Records contained in a dataset:

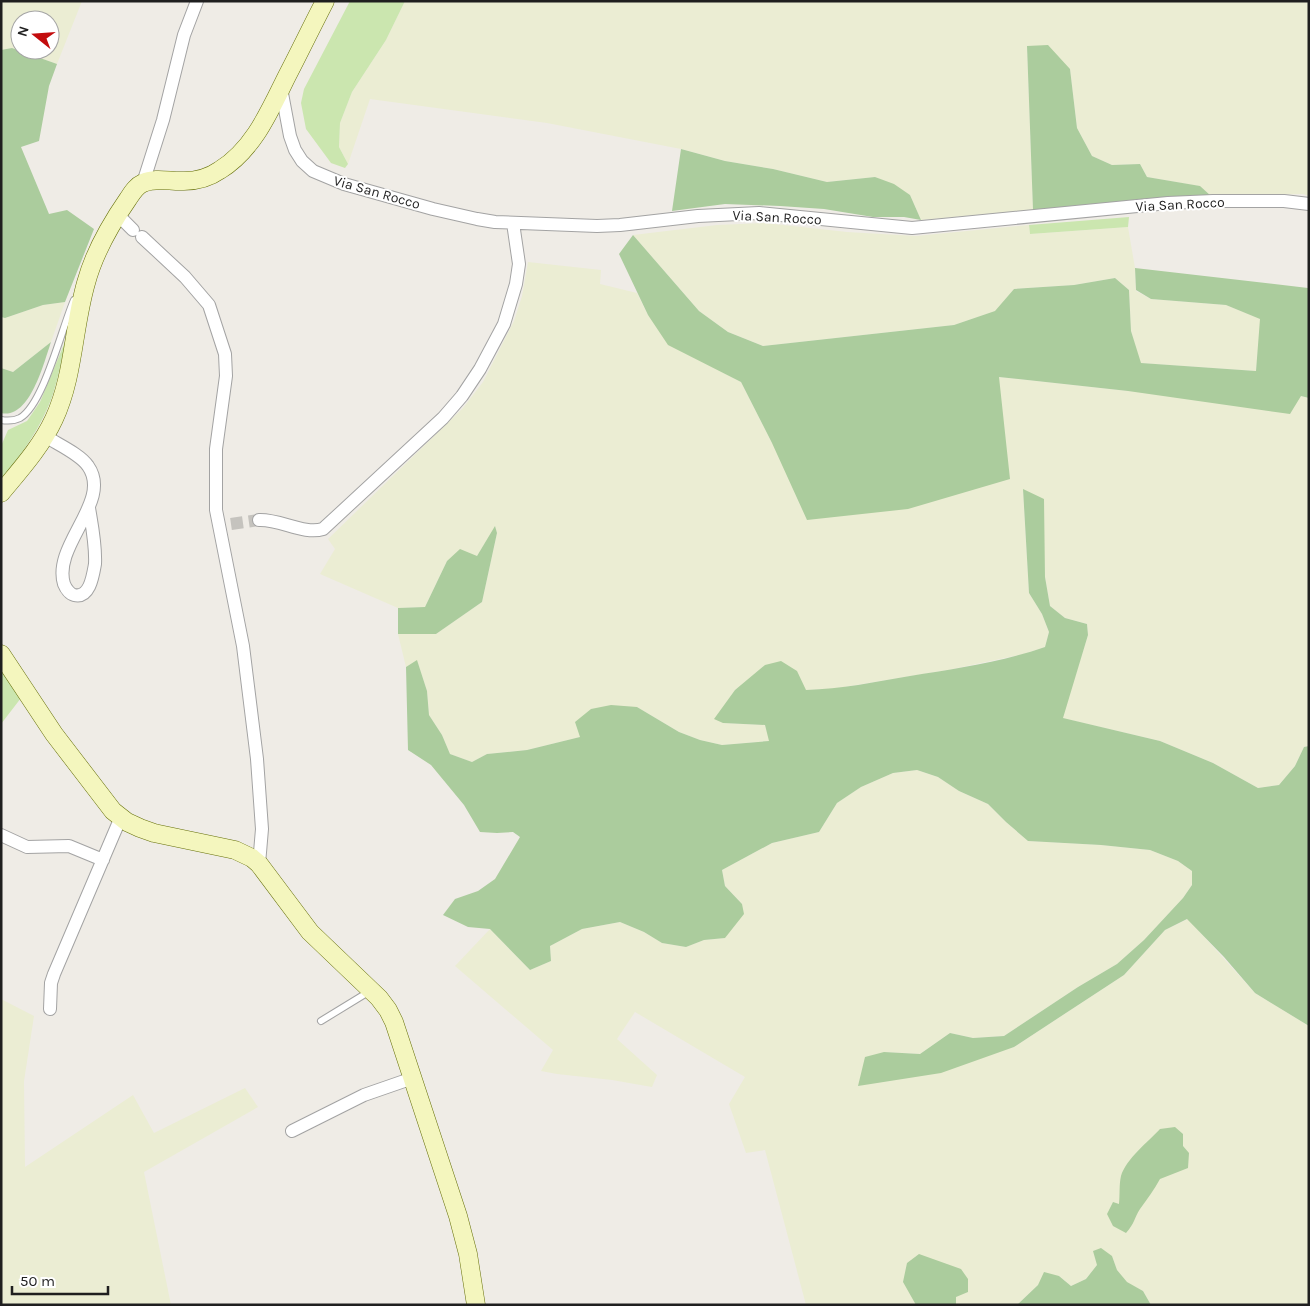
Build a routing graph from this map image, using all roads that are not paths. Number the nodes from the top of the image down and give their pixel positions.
1 (197, 1) edge
2 (325, 1) edge
3 (281, 88) junction
4 (143, 183) junction
5 (1309, 204) edge
6 (118, 215) junction
7 (513, 224) junction
8 (85, 285) junction
9 (1, 420) edge
10 (45, 436) junction
11 (1, 493) edge
12 (89, 508) junction
13 (259, 520) tunnel mouth
14 (231, 524) tunnel mouth
15 (218, 526) junction
16 (1, 654) edge
17 (121, 817) junction
18 (1, 835) edge
19 (103, 860) junction
20 (259, 864) junction
21 (371, 990) junction
22 (50, 1008) dead end
23 (321, 1021) dead end
24 (413, 1078) junction
25 (292, 1131) dead end
26 (476, 1305) edge

1 - 4 street
2 - 3 street
3 - 4 street
3 - 7 street, Via San Rocco
4 - 6 street
5 - 7 street, Via San Rocco
6 - 8 street
6 - 15 street
7 - 13 street
8 - 9 lane
8 - 10 street
10 - 11 street
10 - 12 street
12 - 12 street
14 - 15 street
15 - 20 street
16 - 17 street
17 - 19 street
17 - 20 street
18 - 19 street
19 - 22 street
20 - 21 street
21 - 23 lane
21 - 24 street
24 - 25 street
24 - 26 street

#### Your task
Line for line, restate the data above and omit every picture.

#### Reply
Build a routing graph from this map image, using all roads that are not paths. Number the nodes from the top of the image down and give their pixel positions.
1 (197, 1) edge
2 (325, 1) edge
3 (281, 88) junction
4 (143, 183) junction
5 (1309, 204) edge
6 (118, 215) junction
7 (513, 224) junction
8 (85, 285) junction
9 (1, 420) edge
10 (45, 436) junction
11 (1, 493) edge
12 (89, 508) junction
13 (259, 520) tunnel mouth
14 (231, 524) tunnel mouth
15 (218, 526) junction
16 (1, 654) edge
17 (121, 817) junction
18 (1, 835) edge
19 (103, 860) junction
20 (259, 864) junction
21 (371, 990) junction
22 (50, 1008) dead end
23 (321, 1021) dead end
24 (413, 1078) junction
25 (292, 1131) dead end
26 (476, 1305) edge

1 - 4 street
2 - 3 street
3 - 4 street
3 - 7 street, Via San Rocco
4 - 6 street
5 - 7 street, Via San Rocco
6 - 8 street
6 - 15 street
7 - 13 street
8 - 9 lane
8 - 10 street
10 - 11 street
10 - 12 street
12 - 12 street
14 - 15 street
15 - 20 street
16 - 17 street
17 - 19 street
17 - 20 street
18 - 19 street
19 - 22 street
20 - 21 street
21 - 23 lane
21 - 24 street
24 - 25 street
24 - 26 street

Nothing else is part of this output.